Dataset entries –
··········

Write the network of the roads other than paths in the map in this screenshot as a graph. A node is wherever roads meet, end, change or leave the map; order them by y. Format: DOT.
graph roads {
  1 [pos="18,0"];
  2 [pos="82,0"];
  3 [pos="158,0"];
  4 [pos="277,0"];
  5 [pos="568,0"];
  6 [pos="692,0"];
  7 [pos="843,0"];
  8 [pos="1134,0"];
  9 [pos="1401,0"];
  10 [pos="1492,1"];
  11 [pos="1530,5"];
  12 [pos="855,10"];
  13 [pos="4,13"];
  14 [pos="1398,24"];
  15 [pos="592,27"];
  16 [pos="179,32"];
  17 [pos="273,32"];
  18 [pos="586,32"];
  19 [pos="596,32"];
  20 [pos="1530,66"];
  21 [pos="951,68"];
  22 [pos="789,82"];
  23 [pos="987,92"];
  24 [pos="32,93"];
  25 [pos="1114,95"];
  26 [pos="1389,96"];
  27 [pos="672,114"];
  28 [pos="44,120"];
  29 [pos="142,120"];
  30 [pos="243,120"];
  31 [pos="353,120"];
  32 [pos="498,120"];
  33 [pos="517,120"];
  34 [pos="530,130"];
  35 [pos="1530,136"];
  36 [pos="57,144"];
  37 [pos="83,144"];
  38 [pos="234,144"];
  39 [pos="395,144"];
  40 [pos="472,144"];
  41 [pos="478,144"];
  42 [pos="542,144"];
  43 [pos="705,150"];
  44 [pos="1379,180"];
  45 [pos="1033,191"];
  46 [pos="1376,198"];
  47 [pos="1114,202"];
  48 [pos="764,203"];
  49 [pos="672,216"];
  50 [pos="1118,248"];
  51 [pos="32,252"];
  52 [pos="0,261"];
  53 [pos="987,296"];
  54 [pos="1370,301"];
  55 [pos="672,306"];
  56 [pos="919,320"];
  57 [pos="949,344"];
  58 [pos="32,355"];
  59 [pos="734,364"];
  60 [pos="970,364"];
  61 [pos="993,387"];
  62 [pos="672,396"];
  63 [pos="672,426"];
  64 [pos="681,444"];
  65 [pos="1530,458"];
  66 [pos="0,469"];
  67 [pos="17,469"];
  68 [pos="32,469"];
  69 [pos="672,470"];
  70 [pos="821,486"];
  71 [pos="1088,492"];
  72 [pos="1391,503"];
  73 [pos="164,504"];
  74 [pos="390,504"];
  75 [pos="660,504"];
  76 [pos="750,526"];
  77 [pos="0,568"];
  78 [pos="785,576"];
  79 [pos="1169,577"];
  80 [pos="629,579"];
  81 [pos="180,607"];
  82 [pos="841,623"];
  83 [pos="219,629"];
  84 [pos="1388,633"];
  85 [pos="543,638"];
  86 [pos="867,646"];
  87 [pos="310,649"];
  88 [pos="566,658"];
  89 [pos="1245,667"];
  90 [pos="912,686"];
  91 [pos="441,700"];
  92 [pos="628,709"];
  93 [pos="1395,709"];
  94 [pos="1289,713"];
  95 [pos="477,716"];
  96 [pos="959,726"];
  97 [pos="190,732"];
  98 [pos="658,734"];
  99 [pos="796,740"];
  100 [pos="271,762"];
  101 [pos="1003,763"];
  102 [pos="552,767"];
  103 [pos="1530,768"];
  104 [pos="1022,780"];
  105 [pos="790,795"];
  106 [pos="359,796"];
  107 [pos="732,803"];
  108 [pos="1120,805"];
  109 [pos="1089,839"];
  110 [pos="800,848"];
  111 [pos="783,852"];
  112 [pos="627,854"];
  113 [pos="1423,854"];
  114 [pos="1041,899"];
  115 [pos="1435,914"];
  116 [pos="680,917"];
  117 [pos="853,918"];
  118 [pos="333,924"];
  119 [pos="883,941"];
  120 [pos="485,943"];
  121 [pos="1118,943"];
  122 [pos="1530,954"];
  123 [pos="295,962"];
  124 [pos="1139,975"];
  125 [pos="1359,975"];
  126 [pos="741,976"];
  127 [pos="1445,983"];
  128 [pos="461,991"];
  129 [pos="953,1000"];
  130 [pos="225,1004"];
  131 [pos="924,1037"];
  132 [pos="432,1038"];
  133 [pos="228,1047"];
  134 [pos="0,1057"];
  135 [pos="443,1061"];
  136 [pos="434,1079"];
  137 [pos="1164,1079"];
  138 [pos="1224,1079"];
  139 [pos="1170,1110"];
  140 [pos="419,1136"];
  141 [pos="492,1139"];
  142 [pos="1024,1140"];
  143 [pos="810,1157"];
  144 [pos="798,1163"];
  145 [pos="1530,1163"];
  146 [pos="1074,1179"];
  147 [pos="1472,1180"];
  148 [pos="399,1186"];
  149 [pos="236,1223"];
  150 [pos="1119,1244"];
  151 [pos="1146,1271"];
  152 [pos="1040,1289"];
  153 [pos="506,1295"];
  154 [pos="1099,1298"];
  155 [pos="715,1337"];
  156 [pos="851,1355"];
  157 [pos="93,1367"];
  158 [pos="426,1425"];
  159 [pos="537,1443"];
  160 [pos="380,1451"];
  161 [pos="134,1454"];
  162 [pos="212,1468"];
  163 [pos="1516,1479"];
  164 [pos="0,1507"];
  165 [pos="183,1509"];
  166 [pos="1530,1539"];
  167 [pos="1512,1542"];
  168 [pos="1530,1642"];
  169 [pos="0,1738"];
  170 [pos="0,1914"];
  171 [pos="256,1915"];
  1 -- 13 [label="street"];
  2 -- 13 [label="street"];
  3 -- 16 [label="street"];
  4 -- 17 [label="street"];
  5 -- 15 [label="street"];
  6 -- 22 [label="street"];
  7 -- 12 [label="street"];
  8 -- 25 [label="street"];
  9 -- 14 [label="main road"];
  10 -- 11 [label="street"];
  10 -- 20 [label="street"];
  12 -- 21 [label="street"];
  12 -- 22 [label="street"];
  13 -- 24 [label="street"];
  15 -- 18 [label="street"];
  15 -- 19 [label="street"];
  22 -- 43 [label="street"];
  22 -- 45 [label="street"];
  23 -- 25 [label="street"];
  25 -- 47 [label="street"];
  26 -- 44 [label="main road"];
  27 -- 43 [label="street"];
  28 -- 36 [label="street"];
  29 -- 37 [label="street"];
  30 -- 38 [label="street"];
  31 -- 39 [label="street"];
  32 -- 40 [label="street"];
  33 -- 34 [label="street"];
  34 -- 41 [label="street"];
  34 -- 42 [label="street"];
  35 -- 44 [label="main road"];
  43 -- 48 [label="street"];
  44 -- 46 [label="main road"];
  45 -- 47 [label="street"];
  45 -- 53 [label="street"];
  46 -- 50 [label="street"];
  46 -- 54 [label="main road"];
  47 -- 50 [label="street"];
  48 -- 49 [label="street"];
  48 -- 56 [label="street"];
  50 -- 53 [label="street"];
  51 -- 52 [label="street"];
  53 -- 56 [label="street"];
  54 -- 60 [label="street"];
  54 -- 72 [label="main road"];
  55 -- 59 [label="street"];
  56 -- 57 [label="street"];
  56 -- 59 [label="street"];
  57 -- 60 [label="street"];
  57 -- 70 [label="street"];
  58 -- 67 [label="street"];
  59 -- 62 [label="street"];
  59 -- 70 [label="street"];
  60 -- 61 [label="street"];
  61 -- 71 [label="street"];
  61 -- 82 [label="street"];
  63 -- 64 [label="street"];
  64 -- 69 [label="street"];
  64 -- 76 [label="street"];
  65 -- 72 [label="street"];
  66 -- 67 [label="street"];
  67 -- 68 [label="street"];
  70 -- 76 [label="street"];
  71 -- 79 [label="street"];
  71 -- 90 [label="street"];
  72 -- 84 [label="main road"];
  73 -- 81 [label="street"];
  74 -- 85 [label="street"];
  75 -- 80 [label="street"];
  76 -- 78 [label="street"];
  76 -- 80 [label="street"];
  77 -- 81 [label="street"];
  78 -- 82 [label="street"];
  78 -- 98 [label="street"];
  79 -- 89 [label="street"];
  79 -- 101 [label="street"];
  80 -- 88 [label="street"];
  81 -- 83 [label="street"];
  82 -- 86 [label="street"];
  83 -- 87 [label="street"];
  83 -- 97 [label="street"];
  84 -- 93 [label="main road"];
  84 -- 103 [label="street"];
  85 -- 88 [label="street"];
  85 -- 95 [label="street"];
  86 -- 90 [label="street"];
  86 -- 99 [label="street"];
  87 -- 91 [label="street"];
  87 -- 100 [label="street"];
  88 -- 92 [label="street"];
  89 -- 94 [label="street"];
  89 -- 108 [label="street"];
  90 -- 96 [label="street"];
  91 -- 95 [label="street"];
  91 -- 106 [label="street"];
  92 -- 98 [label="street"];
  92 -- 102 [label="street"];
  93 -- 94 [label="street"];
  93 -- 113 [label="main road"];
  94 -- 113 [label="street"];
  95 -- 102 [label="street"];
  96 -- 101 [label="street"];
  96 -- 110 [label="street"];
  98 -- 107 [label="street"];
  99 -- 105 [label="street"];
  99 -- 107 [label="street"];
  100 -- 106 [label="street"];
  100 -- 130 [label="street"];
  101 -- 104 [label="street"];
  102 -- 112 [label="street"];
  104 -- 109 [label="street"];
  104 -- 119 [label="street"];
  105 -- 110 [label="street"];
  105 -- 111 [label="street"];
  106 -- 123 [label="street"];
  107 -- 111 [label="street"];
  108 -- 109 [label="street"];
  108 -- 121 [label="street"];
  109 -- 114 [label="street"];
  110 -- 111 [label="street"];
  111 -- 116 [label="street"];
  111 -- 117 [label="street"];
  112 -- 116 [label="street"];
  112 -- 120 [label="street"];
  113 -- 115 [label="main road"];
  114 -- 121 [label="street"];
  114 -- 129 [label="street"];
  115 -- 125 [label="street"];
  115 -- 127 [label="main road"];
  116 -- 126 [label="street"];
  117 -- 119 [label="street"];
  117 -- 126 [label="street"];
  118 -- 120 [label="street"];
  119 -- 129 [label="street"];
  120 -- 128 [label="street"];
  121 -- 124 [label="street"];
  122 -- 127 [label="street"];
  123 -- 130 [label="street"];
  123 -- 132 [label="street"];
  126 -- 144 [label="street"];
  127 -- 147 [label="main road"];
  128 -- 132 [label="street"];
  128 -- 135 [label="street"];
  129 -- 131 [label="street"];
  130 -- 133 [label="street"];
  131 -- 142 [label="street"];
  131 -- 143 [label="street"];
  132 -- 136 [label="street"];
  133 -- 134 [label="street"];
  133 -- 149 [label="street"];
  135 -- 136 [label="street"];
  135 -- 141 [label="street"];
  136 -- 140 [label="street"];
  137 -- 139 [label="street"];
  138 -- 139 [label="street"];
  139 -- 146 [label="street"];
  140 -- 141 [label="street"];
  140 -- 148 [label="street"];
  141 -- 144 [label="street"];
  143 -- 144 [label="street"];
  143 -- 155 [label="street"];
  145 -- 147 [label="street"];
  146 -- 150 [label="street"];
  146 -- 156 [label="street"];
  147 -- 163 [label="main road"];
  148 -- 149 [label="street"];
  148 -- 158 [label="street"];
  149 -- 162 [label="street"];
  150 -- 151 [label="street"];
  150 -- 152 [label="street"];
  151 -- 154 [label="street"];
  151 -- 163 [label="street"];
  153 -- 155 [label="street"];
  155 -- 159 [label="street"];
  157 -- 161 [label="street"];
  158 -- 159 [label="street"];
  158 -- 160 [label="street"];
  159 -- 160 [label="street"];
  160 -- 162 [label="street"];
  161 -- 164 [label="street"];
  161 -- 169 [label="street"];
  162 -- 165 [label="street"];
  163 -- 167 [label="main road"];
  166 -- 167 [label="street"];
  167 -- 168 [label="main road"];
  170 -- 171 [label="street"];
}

··········

Task –
What lines above contain the word "graph"? Please copy each one.

Answer box –
Write the network of the roads other than paths in the map in this screenshot as a graph. A node is wherever roads meet, end, change or leave the map; order them by y. Format: DOT.
graph roads {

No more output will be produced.